Previous studies on similar ecosystems demonstrated that VI information obtained from remote sensing was useful to estimate productivity (Chiesi et al. 2005; Garbulsky et al. 2008; Maselli et al. 2009; Ogutu and Dash 2013), but these studies, performed at the ecosystem level without distinguishing among functional types, do not contribute to the understanding of the relationship between VIs and biophysical properties of vegetation and results cannot be explained from an ecophysiological point of view. The collection of VIs retrieved by in situ spectral measurements of coexisting plant functional types (PFTs) permits to compare seasonal dynamics of biological properties of vegetation. This is a prerequisite to the application of VIs in ecology studies and fundamental to a correct interpretation of remote sensing retrievals at the ecosystem scale.

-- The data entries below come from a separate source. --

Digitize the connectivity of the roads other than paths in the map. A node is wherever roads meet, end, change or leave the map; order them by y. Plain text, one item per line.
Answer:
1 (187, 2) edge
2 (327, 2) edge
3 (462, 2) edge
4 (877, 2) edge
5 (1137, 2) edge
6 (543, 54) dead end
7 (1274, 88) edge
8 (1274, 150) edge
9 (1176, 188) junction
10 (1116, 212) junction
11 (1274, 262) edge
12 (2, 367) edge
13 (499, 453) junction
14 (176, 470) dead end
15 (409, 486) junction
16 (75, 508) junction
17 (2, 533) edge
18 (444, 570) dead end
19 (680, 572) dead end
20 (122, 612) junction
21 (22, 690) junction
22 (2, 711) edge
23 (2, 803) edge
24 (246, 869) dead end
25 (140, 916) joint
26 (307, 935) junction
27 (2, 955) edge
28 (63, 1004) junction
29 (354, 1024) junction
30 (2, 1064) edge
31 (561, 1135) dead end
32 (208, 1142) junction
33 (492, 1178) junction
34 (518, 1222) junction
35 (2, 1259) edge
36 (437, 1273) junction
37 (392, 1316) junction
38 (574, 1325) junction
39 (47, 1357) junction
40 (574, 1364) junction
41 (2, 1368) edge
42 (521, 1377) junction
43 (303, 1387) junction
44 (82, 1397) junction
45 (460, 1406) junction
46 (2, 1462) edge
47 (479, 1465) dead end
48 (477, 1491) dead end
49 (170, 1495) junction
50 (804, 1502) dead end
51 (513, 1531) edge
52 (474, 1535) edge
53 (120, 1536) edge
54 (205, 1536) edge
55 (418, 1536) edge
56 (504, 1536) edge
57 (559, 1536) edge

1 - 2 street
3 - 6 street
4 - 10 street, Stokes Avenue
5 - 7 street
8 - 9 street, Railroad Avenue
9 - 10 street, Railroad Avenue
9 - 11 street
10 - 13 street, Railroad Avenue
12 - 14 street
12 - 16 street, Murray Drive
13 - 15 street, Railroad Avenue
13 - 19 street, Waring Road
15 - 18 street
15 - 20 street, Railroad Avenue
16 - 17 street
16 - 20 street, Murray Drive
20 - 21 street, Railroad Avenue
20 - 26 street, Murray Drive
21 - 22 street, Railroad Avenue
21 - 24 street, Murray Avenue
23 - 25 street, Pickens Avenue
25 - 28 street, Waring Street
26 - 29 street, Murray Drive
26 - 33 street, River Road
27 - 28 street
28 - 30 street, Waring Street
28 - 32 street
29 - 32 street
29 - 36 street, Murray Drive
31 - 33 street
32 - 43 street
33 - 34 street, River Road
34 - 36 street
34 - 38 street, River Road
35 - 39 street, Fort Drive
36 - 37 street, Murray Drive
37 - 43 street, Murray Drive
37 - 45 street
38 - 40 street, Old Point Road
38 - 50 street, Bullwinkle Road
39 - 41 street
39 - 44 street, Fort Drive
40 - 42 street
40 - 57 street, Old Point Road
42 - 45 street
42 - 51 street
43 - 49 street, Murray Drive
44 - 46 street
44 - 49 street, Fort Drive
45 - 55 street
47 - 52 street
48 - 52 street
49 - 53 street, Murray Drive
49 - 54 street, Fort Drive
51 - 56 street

Time series of VIs make also possible to study inter- and intra-seasonal response patterns of vegetation to climate parameters, which are useful for predictive studies, of major relevance in the actual climate change context (Schimel et al. 2015). The Mediterranean region is expected to be particularly vulnerable to changes in climate patterns (Giorgi and Lionello 2008). An analysis of the VIs-climate relationship can be useful to understand how biophysical variables are influenced by climate drivers and at which time step for each PFT.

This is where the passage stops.